What to produce:
The word "highway" occurs in some of the lines below; copy each of those lines.

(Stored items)
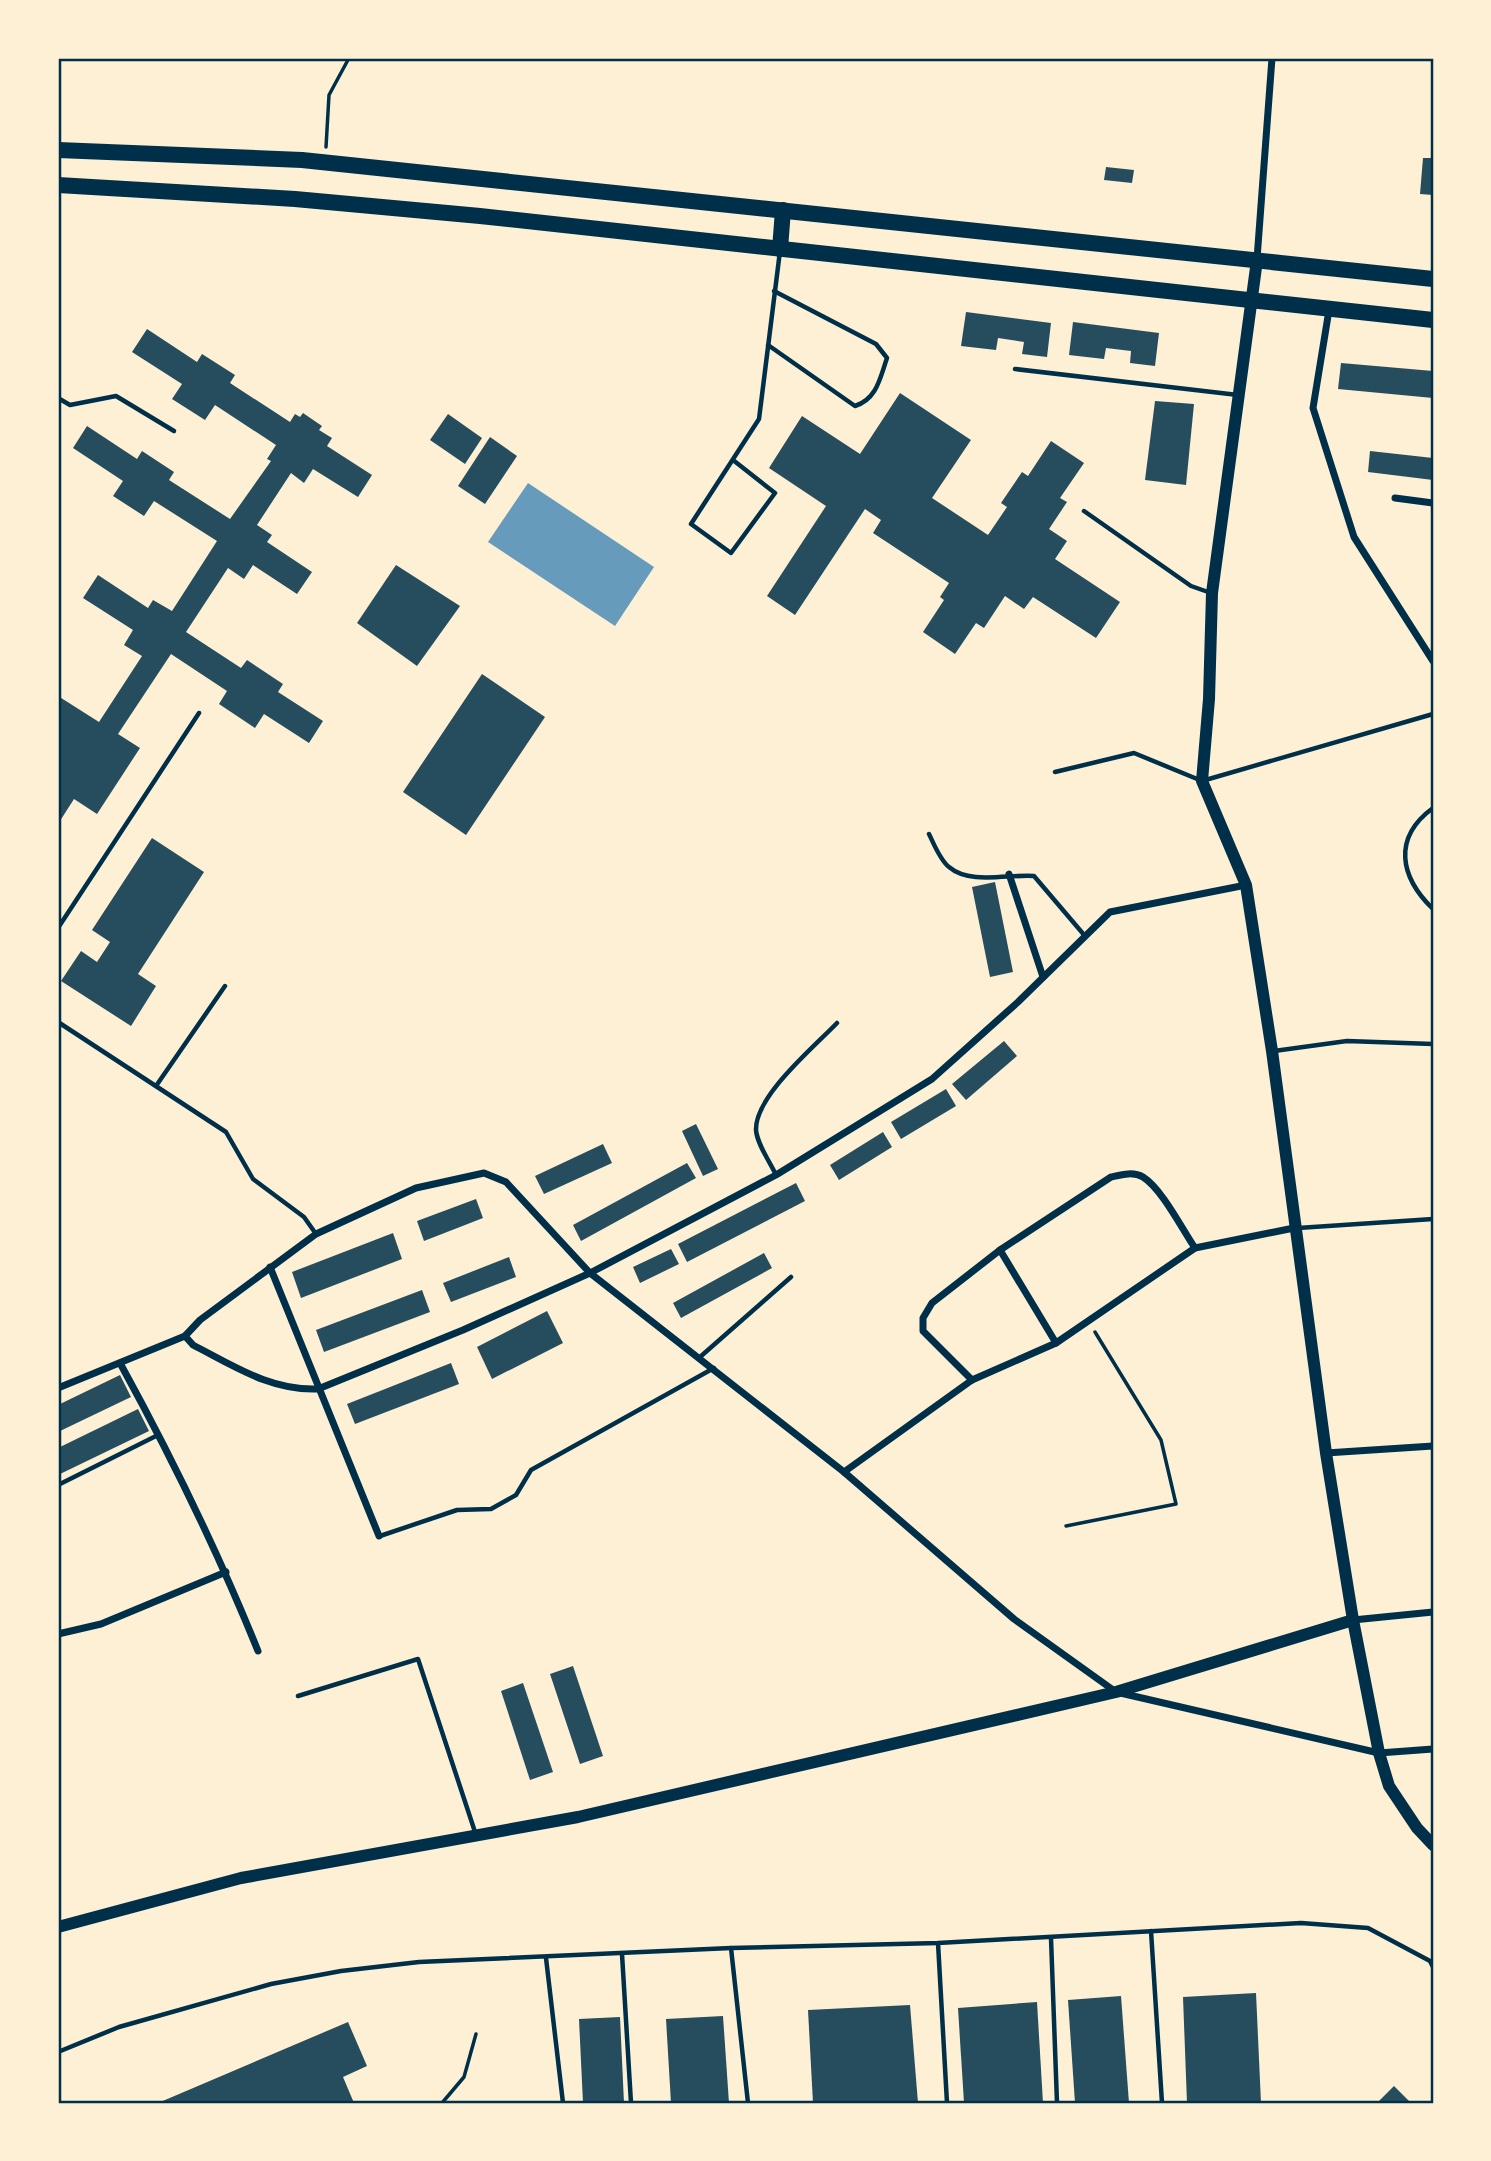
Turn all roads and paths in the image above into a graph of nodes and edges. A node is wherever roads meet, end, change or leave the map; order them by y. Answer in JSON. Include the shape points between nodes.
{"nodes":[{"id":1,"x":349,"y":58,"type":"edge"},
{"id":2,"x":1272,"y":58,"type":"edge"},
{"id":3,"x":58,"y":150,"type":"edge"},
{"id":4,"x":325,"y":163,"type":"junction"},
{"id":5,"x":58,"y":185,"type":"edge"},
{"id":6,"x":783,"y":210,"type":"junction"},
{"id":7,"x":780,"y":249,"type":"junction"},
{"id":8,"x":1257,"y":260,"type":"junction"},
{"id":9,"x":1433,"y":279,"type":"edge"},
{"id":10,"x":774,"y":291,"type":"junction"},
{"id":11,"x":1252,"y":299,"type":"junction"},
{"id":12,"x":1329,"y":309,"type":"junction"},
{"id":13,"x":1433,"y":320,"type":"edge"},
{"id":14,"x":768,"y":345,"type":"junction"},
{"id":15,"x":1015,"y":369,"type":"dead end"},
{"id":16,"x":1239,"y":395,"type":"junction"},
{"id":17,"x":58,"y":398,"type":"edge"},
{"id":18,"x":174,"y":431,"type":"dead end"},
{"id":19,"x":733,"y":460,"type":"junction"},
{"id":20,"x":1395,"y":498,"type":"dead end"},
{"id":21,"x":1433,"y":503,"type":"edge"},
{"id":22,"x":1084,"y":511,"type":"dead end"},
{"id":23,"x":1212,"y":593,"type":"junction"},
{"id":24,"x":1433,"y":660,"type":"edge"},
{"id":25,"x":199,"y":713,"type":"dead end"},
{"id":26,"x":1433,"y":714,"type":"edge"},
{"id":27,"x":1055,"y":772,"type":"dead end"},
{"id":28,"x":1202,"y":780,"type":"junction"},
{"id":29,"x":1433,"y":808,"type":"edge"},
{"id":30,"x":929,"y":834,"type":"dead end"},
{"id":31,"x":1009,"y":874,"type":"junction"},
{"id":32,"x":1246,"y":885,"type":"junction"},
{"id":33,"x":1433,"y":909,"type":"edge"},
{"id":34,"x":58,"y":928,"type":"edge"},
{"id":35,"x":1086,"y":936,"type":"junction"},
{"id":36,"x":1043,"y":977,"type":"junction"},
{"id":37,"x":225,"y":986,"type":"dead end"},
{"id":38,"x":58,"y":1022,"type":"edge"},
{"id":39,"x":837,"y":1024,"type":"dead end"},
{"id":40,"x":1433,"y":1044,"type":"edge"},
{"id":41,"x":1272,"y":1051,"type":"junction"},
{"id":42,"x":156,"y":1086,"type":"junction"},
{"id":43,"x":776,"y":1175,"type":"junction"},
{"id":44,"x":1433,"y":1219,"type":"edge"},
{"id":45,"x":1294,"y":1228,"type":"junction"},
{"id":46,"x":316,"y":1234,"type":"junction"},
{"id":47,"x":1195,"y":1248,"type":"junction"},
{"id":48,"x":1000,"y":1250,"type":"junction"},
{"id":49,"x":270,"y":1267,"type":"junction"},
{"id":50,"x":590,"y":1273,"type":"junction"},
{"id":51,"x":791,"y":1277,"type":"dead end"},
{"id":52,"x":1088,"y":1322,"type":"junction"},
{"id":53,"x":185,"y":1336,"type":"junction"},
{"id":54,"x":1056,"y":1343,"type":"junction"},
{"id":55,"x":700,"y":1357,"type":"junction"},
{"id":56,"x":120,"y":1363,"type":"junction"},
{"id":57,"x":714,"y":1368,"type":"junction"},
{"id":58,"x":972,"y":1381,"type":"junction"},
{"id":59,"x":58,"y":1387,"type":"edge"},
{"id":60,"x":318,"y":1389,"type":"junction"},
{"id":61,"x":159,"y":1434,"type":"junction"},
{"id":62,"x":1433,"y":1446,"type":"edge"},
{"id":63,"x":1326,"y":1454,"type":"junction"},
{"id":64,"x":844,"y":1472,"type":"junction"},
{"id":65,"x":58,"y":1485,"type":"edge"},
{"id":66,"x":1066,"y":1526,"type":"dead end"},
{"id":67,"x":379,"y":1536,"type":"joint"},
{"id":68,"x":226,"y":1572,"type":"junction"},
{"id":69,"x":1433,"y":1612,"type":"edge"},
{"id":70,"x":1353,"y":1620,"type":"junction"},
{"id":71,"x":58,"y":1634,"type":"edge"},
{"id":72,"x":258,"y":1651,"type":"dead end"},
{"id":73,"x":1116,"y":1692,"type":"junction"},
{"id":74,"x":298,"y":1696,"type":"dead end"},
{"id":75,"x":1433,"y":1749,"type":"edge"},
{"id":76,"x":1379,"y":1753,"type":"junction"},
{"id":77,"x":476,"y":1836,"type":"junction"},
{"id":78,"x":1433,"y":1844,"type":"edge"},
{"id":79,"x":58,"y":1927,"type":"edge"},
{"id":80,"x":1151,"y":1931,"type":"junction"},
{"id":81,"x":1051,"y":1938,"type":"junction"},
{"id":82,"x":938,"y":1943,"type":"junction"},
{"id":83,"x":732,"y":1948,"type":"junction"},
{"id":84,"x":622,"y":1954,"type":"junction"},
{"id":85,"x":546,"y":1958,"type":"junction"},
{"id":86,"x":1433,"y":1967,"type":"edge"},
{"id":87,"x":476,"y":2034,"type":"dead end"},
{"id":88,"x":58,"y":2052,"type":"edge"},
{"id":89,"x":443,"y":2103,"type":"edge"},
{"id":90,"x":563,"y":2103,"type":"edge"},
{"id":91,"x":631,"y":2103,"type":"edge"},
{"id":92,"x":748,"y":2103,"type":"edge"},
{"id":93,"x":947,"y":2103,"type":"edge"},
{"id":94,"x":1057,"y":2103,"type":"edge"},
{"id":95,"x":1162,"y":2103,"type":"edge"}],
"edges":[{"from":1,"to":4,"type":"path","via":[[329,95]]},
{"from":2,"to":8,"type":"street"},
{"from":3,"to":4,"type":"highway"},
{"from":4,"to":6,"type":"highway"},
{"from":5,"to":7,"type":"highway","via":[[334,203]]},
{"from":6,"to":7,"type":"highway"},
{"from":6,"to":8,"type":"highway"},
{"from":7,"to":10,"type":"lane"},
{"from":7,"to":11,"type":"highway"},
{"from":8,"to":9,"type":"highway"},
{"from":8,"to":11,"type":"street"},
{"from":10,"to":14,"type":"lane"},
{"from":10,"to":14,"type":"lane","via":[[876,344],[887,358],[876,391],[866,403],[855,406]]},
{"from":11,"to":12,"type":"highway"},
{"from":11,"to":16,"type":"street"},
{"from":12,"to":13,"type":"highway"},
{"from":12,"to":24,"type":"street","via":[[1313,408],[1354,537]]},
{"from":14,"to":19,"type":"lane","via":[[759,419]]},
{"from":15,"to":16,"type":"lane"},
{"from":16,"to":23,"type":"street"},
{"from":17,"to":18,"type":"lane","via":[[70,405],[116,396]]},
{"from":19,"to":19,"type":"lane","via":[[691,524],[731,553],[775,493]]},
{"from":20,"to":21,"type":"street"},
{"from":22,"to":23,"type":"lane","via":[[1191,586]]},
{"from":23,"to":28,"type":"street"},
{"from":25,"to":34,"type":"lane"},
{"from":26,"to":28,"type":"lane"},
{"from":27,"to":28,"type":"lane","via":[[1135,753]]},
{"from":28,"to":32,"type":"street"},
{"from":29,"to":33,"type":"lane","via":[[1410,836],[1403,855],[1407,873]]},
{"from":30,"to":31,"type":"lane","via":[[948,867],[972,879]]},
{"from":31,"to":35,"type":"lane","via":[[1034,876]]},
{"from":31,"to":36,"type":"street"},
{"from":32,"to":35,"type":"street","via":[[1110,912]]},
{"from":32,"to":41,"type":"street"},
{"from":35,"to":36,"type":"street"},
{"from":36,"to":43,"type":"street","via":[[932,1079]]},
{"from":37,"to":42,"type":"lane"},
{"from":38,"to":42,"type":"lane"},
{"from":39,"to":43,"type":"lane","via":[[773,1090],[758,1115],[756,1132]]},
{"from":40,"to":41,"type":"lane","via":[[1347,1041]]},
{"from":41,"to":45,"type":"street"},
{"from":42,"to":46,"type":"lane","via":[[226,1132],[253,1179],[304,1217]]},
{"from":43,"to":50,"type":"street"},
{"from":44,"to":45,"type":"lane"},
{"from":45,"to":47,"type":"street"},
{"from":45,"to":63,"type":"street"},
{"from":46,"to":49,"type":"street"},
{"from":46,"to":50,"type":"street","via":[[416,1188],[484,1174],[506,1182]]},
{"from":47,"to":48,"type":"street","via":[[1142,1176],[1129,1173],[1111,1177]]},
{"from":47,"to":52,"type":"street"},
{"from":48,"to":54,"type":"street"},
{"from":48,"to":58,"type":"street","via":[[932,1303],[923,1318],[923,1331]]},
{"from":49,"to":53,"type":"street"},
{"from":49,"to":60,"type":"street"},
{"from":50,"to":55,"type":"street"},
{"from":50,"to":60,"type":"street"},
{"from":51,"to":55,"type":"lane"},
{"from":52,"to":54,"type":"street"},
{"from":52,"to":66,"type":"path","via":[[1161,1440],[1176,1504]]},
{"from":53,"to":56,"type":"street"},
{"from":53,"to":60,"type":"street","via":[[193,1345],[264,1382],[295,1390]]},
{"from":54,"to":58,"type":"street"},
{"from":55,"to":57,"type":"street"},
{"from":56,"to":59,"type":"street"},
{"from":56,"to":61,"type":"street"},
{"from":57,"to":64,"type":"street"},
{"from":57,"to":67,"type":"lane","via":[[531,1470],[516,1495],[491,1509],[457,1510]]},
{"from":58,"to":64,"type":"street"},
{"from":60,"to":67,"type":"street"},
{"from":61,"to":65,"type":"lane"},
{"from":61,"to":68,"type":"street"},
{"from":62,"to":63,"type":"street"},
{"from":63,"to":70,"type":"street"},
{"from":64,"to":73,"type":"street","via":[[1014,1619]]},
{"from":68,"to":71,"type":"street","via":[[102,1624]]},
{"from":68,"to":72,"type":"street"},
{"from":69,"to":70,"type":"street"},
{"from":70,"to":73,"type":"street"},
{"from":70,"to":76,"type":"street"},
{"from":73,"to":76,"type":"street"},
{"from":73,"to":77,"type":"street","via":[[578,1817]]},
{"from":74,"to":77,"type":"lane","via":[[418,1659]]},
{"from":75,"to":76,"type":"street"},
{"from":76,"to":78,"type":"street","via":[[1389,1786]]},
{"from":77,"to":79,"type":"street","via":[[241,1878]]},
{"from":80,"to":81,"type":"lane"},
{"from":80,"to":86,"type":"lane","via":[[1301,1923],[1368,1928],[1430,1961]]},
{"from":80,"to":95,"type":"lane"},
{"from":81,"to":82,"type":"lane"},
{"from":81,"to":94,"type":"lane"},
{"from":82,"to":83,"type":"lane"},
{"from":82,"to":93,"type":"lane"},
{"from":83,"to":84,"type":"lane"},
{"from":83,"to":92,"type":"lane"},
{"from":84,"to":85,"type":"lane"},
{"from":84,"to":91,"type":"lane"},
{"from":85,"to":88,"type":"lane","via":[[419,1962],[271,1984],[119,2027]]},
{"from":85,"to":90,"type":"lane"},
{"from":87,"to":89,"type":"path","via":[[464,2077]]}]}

Response:
{"from":3,"to":4,"type":"highway"},
{"from":4,"to":6,"type":"highway"},
{"from":5,"to":7,"type":"highway","via":[[334,203]]},
{"from":6,"to":7,"type":"highway"},
{"from":6,"to":8,"type":"highway"},
{"from":7,"to":11,"type":"highway"},
{"from":8,"to":9,"type":"highway"},
{"from":11,"to":12,"type":"highway"},
{"from":12,"to":13,"type":"highway"},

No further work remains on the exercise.